The body was being treated in accordance with the Orthodox tradition, Mr Davutoglu said at a news conference in Ankara yesterday. He said Russia's military attache was going to Hatay in southern Turkey yesterday as part of procedures to recover the remains.
Mr Putin's decree, which entered into force immediately, said charter flights from Russia to Turkey would be banned, that tour firms would be told not to sell any holidays there, and that unspecified Turkish imports would be outlawed, and Turkish firms and nationals would have their economic activities halted or curbed.
"The circumstances are unprecedented. The gauntlet thrown down to Russia is unprecedented. So naturally the reaction is in line with this threat," Mr Dmitry Peskov, Mr Putin's spokesman, said hours before the decree was published.
A senior Turkish official said the sanctions would only worsen the stand-off between Moscow and Ankara. But aides to Mr Putin say he is incandescent with anger that Turkish President Tayyip Erdogan has yet to apologise for the Nov 24 incident near the Syrian-Turkish border in which the Russian pilot was killed, along with a Russian marine who tried to rescue the crew of the downed SU-24 jet.

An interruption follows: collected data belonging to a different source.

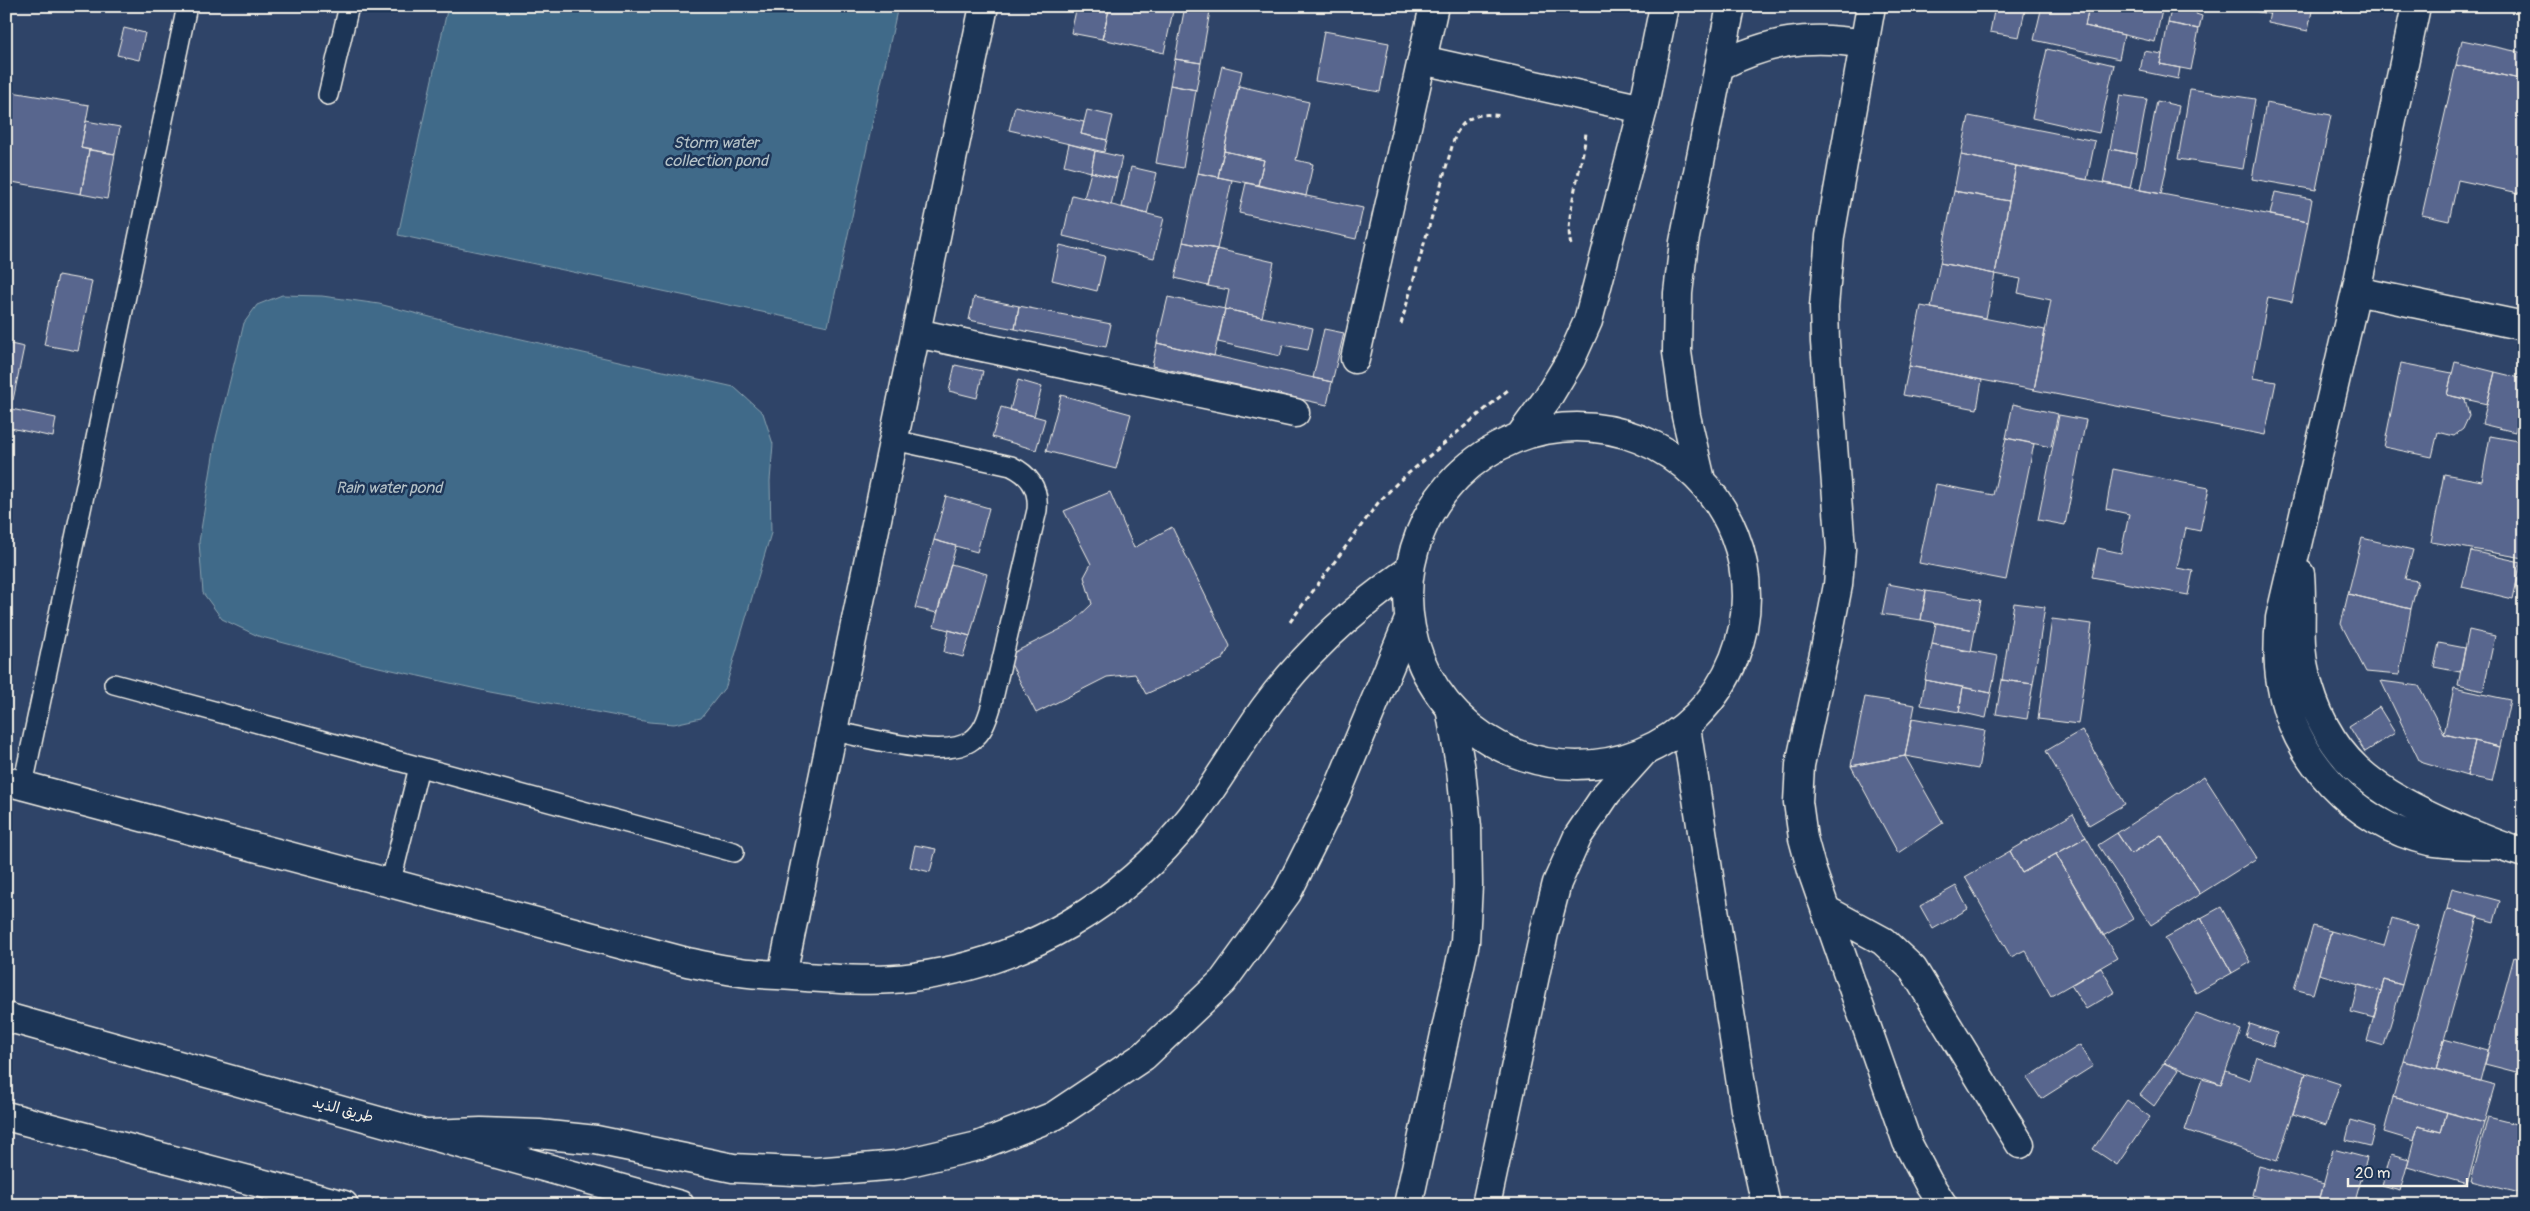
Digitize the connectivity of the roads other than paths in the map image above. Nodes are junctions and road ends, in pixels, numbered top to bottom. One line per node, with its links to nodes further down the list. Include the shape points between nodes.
1 (187, 6): 31 (lane)
2 (349, 6): 12 (lane)
3 (984, 6): 16 (main road)
4 (1434, 6): 10 (main road)
5 (1664, 6): 13 (main road)
6 (1731, 6): 11 (main road)
7 (1871, 6): 9 (main road)
8 (2416, 6): 14 (main road)
9 (1864, 44): 11 (main road, via 1834,39 1774,43); 36 (main road, via 1830,236 1824,307 1841,549 1838,585 1800,765 1798,793 1803,838)
10 (1422, 60): 13 (main road); 17 (main road)
11 (1719, 66): 21 (main road, via 1684,242 1678,293 1677,352 1686,416)
12 (328, 95)
13 (1643, 109): 19 (main road, via 1588,321 1571,360 1548,399)
14 (2356, 291): 15 (main road); 22 (main road)
15 (2524, 326)
16 (916, 332): 18 (main road); 20 (main road)
17 (1355, 359)
18 (1295, 413)
19 (1520, 436): 21 (main road, via 1568,427 1615,431 1660,448); 23 (main road, via 1479,457 1446,488 1422,527)
20 (894, 440): 28 (main road); 28 (lane, via 1017,469 1033,482 1038,496 1037,510 985,726 972,740 955,749 936,750)
21 (1700, 476): 27 (main road, via 1731,522 1747,576 1744,632 1723,685)
22 (2298, 547): 32 (main road, via 2304,670 2312,702 2338,750 2359,772 2406,806); 32 (main road, via 2279,626 2278,651 2281,683 2302,744 2320,771 2349,800 2397,830 2428,840 2460,845)
23 (1408, 571): 24 (main road); 37 (main road, via 1365,601 1296,669 1265,708 1192,816 1161,854 1084,916 1041,940 981,963 913,978 849,980)
24 (1408, 622): 26 (main road, via 1423,671); 42 (main road, via 1336,797 1287,894 1223,981 1144,1056 1054,1116 978,1146 906,1163 815,1172 733,1168 596,1140 539,1134)
25 (114, 684): 30 (lane)
26 (1452, 713): 29 (main road, via 1492,744 1540,763 1591,766); 44 (main road, via 1467,827 1464,942)
27 (1686, 728): 29 (main road); 48 (main road, via 1745,1110)
28 (833, 731): 37 (main road)
29 (1642, 754): 47 (main road, via 1607,792 1578,836 1557,883)
30 (419, 767): 33 (lane); 35 (lane)
31 (14, 783): 35 (main road)
32 (2494, 845): 34 (main road)
33 (734, 852)
34 (2524, 853)
35 (390, 885): 37 (main road, via 687,962 747,973)
36 (1826, 910): 43 (main road, via 1883,941 1913,970); 49 (main road, via 1907,1142)
37 (782, 975)
38 (6, 1010): 40 (main road)
39 (6, 1017): 40 (main road, طريق الذيد)
40 (90, 1040): 42 (main road, طريق الذيد)
41 (6, 1116): 45 (main road)
42 (429, 1134): 46 (main road, طريق الذيد)
43 (2020, 1144)
44 (1409, 1200)
45 (344, 1205)
46 (680, 1205)
47 (1486, 1205)
48 (1766, 1205)
49 (1943, 1205)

Senior Russian officials have called the episode, one of the most serious publicly acknowledged clashes between a Nato member country and Russia for half a century, a pre-planned provocation.
Mr Erdogan has been equally robust in his response. He has said that Turkey will not apologise for downing the jet, saying Ankara was fully within its rights to defend its air space.
But last Saturday, he appeared to soften his rhetoric a little, saying the episode had saddened him.
Mr Putin's spokesman suggested that the Russian leader was ready for a long stand-off, however, saying he was "fully mobilised" to tackle what he regarded as an unprecedented threat from Turkey.
The decree, posted on the Kremlin's website, spoke of the need to protect Russia's security and Russian citizens "from criminal and other illegal activities".
In it, Mr Putin ordered the government to prepare a list of goods, companies and jobs that would be affected. Some of the measures announced have already been informally introduced.
The government is expected to publish the list of banned imports today, the Interfax news agency reported, citing a government source. The list is likely to include food and some other products, a second government source said.
Turkey sells mainly food, agricultural products and textiles to Moscow and is also one of the most popular holiday destinations for Russians. Mr Peskov said up to 200,000 Turkish citizens could be on Russian soil.
Mr Putin signed the decree days before a climate change summit in Paris. Mr Erdogan said earlier last Saturday that it could be a chance to repair relations with Moscow. "Confrontation will not bring anyone happiness. As much as Russia is important for Turkey, Turkey is important for Russia," Mr Erdogan said in a televised speech.
Mr Peskov said Mr Putin was aware of a Turkish request for him to meet Mr Erdogan on the sidelines of the Paris conference but gave no indication of whether such a meeting would take place.